== Task goal ==
Down to the last line, output the records below exactly.

Stored records:
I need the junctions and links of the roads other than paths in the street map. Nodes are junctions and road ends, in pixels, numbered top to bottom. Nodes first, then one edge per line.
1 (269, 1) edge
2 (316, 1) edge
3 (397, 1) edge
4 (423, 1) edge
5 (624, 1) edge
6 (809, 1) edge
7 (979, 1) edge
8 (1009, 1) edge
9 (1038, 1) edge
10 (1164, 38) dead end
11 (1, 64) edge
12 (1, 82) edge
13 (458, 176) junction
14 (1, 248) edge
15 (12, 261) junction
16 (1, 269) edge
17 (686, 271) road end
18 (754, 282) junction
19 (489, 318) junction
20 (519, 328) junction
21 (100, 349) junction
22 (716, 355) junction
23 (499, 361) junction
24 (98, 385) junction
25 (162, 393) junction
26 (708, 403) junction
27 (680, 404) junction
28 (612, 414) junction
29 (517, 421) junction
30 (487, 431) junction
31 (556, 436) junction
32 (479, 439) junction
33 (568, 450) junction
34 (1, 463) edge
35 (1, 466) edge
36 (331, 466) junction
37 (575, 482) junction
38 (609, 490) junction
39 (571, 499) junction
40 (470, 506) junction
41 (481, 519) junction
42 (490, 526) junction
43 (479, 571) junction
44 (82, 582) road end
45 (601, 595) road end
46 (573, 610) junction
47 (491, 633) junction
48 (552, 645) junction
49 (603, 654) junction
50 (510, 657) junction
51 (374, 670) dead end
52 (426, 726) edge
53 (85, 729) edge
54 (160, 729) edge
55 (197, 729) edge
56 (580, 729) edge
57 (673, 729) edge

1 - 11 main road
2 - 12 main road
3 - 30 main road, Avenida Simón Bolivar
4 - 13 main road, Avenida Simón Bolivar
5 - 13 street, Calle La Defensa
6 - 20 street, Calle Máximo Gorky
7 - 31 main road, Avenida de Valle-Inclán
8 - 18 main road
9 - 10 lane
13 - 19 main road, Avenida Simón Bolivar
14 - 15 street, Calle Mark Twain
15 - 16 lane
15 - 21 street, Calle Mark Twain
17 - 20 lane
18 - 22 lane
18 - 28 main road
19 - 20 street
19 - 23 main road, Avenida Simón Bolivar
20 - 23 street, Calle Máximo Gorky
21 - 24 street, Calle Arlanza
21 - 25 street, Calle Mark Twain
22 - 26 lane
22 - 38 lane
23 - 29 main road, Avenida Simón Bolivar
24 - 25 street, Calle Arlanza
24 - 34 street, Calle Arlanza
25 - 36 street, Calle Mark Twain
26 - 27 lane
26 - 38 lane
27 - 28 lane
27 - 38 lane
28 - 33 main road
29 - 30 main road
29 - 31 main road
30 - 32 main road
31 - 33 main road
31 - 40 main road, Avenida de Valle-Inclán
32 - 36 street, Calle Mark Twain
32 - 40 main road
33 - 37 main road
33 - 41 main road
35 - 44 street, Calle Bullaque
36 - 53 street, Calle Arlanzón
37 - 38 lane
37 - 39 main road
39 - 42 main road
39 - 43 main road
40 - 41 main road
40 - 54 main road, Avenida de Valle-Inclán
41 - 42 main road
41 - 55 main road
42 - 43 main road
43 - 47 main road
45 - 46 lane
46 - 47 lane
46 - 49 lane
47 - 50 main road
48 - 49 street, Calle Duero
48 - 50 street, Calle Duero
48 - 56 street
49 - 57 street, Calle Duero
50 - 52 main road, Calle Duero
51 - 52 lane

== Result of this exercise ==
I need the junctions and links of the roads other than paths in the street map. Nodes are junctions and road ends, in pixels, numbered top to bottom. Nodes first, then one edge per line.
1 (269, 1) edge
2 (316, 1) edge
3 (397, 1) edge
4 (423, 1) edge
5 (624, 1) edge
6 (809, 1) edge
7 (979, 1) edge
8 (1009, 1) edge
9 (1038, 1) edge
10 (1164, 38) dead end
11 (1, 64) edge
12 (1, 82) edge
13 (458, 176) junction
14 (1, 248) edge
15 (12, 261) junction
16 (1, 269) edge
17 (686, 271) road end
18 (754, 282) junction
19 (489, 318) junction
20 (519, 328) junction
21 (100, 349) junction
22 (716, 355) junction
23 (499, 361) junction
24 (98, 385) junction
25 (162, 393) junction
26 (708, 403) junction
27 (680, 404) junction
28 (612, 414) junction
29 (517, 421) junction
30 (487, 431) junction
31 (556, 436) junction
32 (479, 439) junction
33 (568, 450) junction
34 (1, 463) edge
35 (1, 466) edge
36 (331, 466) junction
37 (575, 482) junction
38 (609, 490) junction
39 (571, 499) junction
40 (470, 506) junction
41 (481, 519) junction
42 (490, 526) junction
43 (479, 571) junction
44 (82, 582) road end
45 (601, 595) road end
46 (573, 610) junction
47 (491, 633) junction
48 (552, 645) junction
49 (603, 654) junction
50 (510, 657) junction
51 (374, 670) dead end
52 (426, 726) edge
53 (85, 729) edge
54 (160, 729) edge
55 (197, 729) edge
56 (580, 729) edge
57 (673, 729) edge

1 - 11 main road
2 - 12 main road
3 - 30 main road, Avenida Simón Bolivar
4 - 13 main road, Avenida Simón Bolivar
5 - 13 street, Calle La Defensa
6 - 20 street, Calle Máximo Gorky
7 - 31 main road, Avenida de Valle-Inclán
8 - 18 main road
9 - 10 lane
13 - 19 main road, Avenida Simón Bolivar
14 - 15 street, Calle Mark Twain
15 - 16 lane
15 - 21 street, Calle Mark Twain
17 - 20 lane
18 - 22 lane
18 - 28 main road
19 - 20 street
19 - 23 main road, Avenida Simón Bolivar
20 - 23 street, Calle Máximo Gorky
21 - 24 street, Calle Arlanza
21 - 25 street, Calle Mark Twain
22 - 26 lane
22 - 38 lane
23 - 29 main road, Avenida Simón Bolivar
24 - 25 street, Calle Arlanza
24 - 34 street, Calle Arlanza
25 - 36 street, Calle Mark Twain
26 - 27 lane
26 - 38 lane
27 - 28 lane
27 - 38 lane
28 - 33 main road
29 - 30 main road
29 - 31 main road
30 - 32 main road
31 - 33 main road
31 - 40 main road, Avenida de Valle-Inclán
32 - 36 street, Calle Mark Twain
32 - 40 main road
33 - 37 main road
33 - 41 main road
35 - 44 street, Calle Bullaque
36 - 53 street, Calle Arlanzón
37 - 38 lane
37 - 39 main road
39 - 42 main road
39 - 43 main road
40 - 41 main road
40 - 54 main road, Avenida de Valle-Inclán
41 - 42 main road
41 - 55 main road
42 - 43 main road
43 - 47 main road
45 - 46 lane
46 - 47 lane
46 - 49 lane
47 - 50 main road
48 - 49 street, Calle Duero
48 - 50 street, Calle Duero
48 - 56 street
49 - 57 street, Calle Duero
50 - 52 main road, Calle Duero
51 - 52 lane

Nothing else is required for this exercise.